With a sigh, he turned his cheek toward me.
I leaned in and kissed his face softly. "Love you, Jacob."
He laughed lightly. "Love you more."
He watched me walk out of his room with an unfathomable expression in his black eyes.
Chapter 27. NEEDS
I DIDN'T GET VERY FAR BEFORE DRIVING BECAME IMPOSsible.
When I couldn't see anymore, I let my tires find the rough shoulder and rolled slowly to a stop. I slumped over on the seat and allowed the weakness I'd fought in Jacob's room crush me. It was worse that I'd thought - the force of it took me by surprise. Yes, I had been right to hide this from Jacob. No one should ever see this.
But I wasn't alone for very long - just exactly long enough for Alice to see me here, and then the few minutes it took him to arrive. The door creaked open, and he pulled me into his arms.

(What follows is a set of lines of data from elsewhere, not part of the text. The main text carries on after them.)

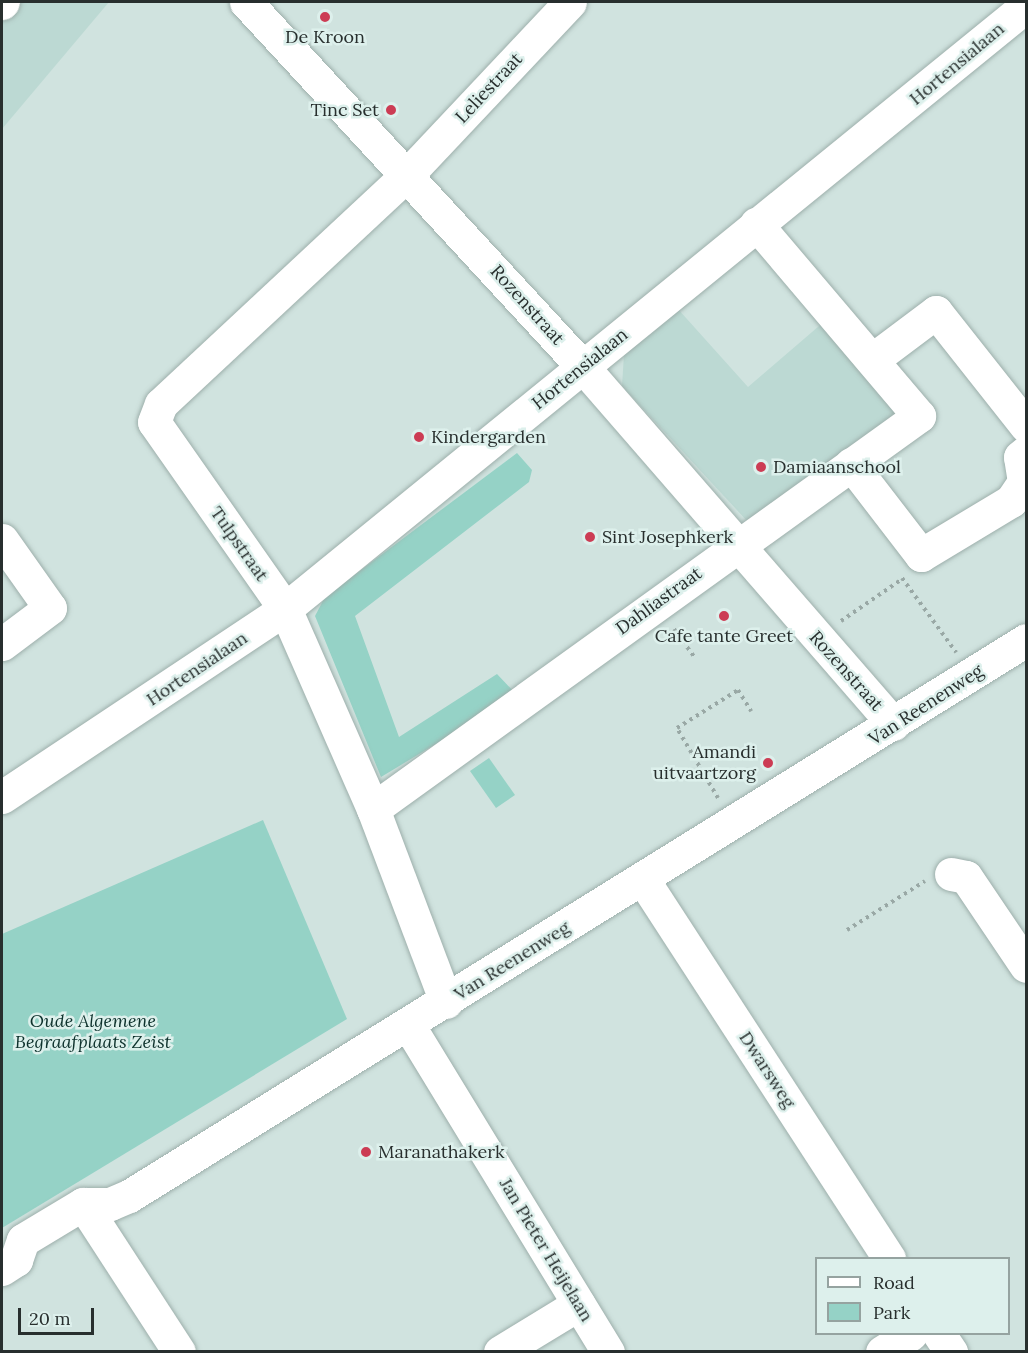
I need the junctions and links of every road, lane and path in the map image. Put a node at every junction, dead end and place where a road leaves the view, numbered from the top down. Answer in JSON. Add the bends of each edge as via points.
{"nodes":[{"id":1,"x":246,"y":2,"type":"edge"},
{"id":2,"x":570,"y":2,"type":"edge"},
{"id":3,"x":1026,"y":6,"type":"edge"},
{"id":4,"x":408,"y":174,"type":"junction"},
{"id":5,"x":756,"y":224,"type":"junction"},
{"id":6,"x":872,"y":360,"type":"junction"},
{"id":7,"x":583,"y":367,"type":"junction"},
{"id":8,"x":1026,"y":426,"type":"edge"},
{"id":9,"x":1026,"y":452,"type":"edge"},
{"id":10,"x":851,"y":464,"type":"junction"},
{"id":11,"x":2,"y":540,"type":"edge"},
{"id":12,"x":734,"y":547,"type":"junction"},
{"id":13,"x":895,"y":570,"type":"dead end"},
{"id":14,"x":902,"y":579,"type":"junction"},
{"id":15,"x":655,"y":604,"type":"junction"},
{"id":16,"x":285,"y":609,"type":"junction"},
{"id":17,"x":816,"y":638,"type":"junction"},
{"id":18,"x":1026,"y":640,"type":"edge"},
{"id":19,"x":2,"y":644,"type":"edge"},
{"id":20,"x":696,"y":659,"type":"dead end"},
{"id":21,"x":973,"y":674,"type":"junction"},
{"id":22,"x":751,"y":711,"type":"dead end"},
{"id":23,"x":893,"y":724,"type":"junction"},
{"id":24,"x":2,"y":797,"type":"edge"},
{"id":25,"x":373,"y":809,"type":"junction"},
{"id":26,"x":734,"y":825,"type":"junction"},
{"id":27,"x":944,"y":874,"type":"joint"},
{"id":28,"x":644,"y":881,"type":"junction"},
{"id":29,"x":847,"y":930,"type":"dead end"},
{"id":30,"x":1026,"y":966,"type":"edge"},
{"id":31,"x":446,"y":1002,"type":"junction"},
{"id":32,"x":409,"y":1026,"type":"junction"},
{"id":33,"x":84,"y":1204,"type":"junction"},
{"id":34,"x":889,"y":1257,"type":"edge"},
{"id":35,"x":2,"y":1269,"type":"edge"},
{"id":36,"x":579,"y":1304,"type":"junction"},
{"id":37,"x":909,"y":1335,"type":"edge"},
{"id":38,"x":940,"y":1335,"type":"edge"},
{"id":39,"x":179,"y":1352,"type":"edge"},
{"id":40,"x":500,"y":1352,"type":"edge"},
{"id":41,"x":608,"y":1352,"type":"edge"},
{"id":42,"x":882,"y":1352,"type":"edge"},
{"id":43,"x":951,"y":1352,"type":"edge"}],
"edges":[{"from":1,"to":4,"type":"street","name":"Rozenstraat"},
{"from":2,"to":4,"type":"street","name":"Leliestraat"},
{"from":3,"to":5,"type":"street","name":"Hortensialaan"},
{"from":4,"to":7,"type":"street","name":"Rozenstraat"},
{"from":4,"to":16,"type":"street","name":"Tulpstraat","via":[[161,404],[154,422]]},
{"from":5,"to":6,"type":"street","name":"Dahliastraat"},
{"from":5,"to":7,"type":"street","name":"Hortensialaan"},
{"from":6,"to":8,"type":"street","via":[[936,312]]},
{"from":6,"to":10,"type":"street","name":"Dahliastraat","via":[[919,416]]},
{"from":7,"to":12,"type":"street","name":"Rozenstraat"},
{"from":7,"to":16,"type":"street","name":"Hortensialaan"},
{"from":9,"to":10,"type":"street","via":[[1020,457],[1024,482],[1011,501],[921,555]]},
{"from":10,"to":12,"type":"street","name":"Dahliastraat"},
{"from":11,"to":19,"type":"street","via":[[50,608]]},
{"from":12,"to":15,"type":"street","name":"Dahliastraat"},
{"from":12,"to":17,"type":"street","name":"Rozenstraat"},
{"from":13,"to":14,"type":"path"},
{"from":14,"to":17,"type":"path"},
{"from":14,"to":21,"type":"path"},
{"from":15,"to":20,"type":"path"},
{"from":15,"to":25,"type":"street","name":"Dahliastraat"},
{"from":16,"to":24,"type":"street","name":"Hortensialaan"},
{"from":16,"to":25,"type":"street","name":"Tulpstraat"},
{"from":17,"to":23,"type":"street","name":"Rozenstraat"},
{"from":18,"to":21,"type":"street","name":"Van Reenenweg"},
{"from":21,"to":23,"type":"street","name":"Van Reenenweg"},
{"from":22,"to":26,"type":"path","via":[[738,690],[677,728]]},
{"from":23,"to":26,"type":"street","name":"Van Reenenweg"},
{"from":25,"to":31,"type":"street","name":"Tulpstraat"},
{"from":26,"to":28,"type":"street","name":"Van Reenenweg"},
{"from":27,"to":29,"type":"path"},
{"from":27,"to":30,"type":"street","via":[[966,877]]},
{"from":28,"to":31,"type":"street","name":"Van Reenenweg"},
{"from":28,"to":34,"type":"street","name":"Dwarsweg"},
{"from":31,"to":32,"type":"street","name":"Van Reenenweg"},
{"from":32,"to":33,"type":"street","name":"Van Reenenweg","via":[[129,1196],[110,1204]]},
{"from":32,"to":36,"type":"street","name":"Jan Pieter Heijelaan"},
{"from":33,"to":35,"type":"street","name":"Van Reenenweg","via":[[23,1240],[16,1260]]},
{"from":33,"to":39,"type":"street"},
{"from":36,"to":40,"type":"street"},
{"from":36,"to":41,"type":"street","name":"Jan Pieter Heijelaan"},
{"from":37,"to":42,"type":"street"},
{"from":38,"to":43,"type":"street"}]}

At first it was worse. Because there was that smaller part of me - smaller, but getting louder and angrier every minute, screaming at the rest of me - that craved a different set of arms. So then there was fresh guilt to season the pain.
He didn't say anything, he just let me sob until I began to blubber out Charlie's name.
"Are you really ready to go home?" he asked doubtfully.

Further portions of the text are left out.